Senior Researchers

 

Emanuel Pastreich serves as director of the Asia Institute at the SolBridge International School of Business in Daejeon, Korea. In that position he leads the efforts of the Institute to foster cooperation between institutions throughout Asia in responding to challenges in business and policy including post-2008 finance, the environment, sustainable development, energy, nuclear proliferation and technology. Pastreich also serves as advisor for investment to the mayor of Daejeon Metropolitan City, Korea's primary technological research cluster. Pastreich is involved in attracting foreign direct investment, promoting tourism, and building strategic relations for Daejeon throughout the world in this position. He served previously as advisor to the governor of Chungnam Province for foreign relations (2007-2008).
Dr.
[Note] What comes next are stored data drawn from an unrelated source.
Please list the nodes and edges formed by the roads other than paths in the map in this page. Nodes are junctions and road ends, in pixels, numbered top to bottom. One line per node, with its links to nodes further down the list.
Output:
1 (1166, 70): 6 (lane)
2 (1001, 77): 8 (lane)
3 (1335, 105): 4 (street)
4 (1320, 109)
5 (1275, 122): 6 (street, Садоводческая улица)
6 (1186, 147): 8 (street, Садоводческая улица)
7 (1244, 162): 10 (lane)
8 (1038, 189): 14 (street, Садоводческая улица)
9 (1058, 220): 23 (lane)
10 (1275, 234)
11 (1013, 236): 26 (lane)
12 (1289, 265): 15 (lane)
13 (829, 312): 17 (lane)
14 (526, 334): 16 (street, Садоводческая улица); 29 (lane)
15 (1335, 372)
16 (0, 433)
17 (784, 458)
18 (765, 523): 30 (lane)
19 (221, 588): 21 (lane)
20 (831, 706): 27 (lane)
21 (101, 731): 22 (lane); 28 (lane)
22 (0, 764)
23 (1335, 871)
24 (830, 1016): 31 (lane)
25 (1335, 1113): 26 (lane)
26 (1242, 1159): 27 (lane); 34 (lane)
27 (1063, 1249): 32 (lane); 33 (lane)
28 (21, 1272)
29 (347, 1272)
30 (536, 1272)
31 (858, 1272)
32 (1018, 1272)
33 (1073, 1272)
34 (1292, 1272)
Emanuel Yi Pastreich

Pastreich was co-founder of the Daejeon Green Growth Forum, the first broad effort in Korea at the local level to bring together representatives from business, academia, and government to discuss environmental issues.

The Daejeon Green Growth Forum has been officially recognized by the Korean Ministry of the Environment and works closely with Korean research institutes, citizen groups, and industry. Pastreich writes and speaks about science policy, international relations, culture, and business.

Pastreich worked in Washington, D.C. (2005-2007) as advisor to the minister for public affairs and the minister for political affairs at the Embassy of the Republic of Korea and as an adjunct professor of George Washington University. Pastreich also served as editor-in-chief of the daily on-line newspaper "Dynamic Korea" of the Korean Overseas Information Service. In addition, he was director of the foreign policy think-tank KORUS House run by the Foreign Ministry. Pastreich was best known in that position for the lecture series he initiated on East Asian politics and business known as the "KORUS Forum."

Articles by Pastreich include a proposal to rebuild Sichuan¡¯s Wenchuan in China after the devastating earthquake of 2008 as an ecocity, an article promoting Chinese international cooperation in higher education, and a discussion of US-China geopolitical relations in which he argues that analogies to the Cold War are misleading and fail to recognize both the reality of and the necessity for close US-Chinese cooperation.

Pastreich taught for eight years at the University of Illinois, Urbana-Champaign. He has a B.A. degree in Chinese literature from Yale University (1987), a master's degree from the University of Tokyo in comparative culture (1992) and a Ph.D. in East Asian Languages and Cultures from Harvard University (1997).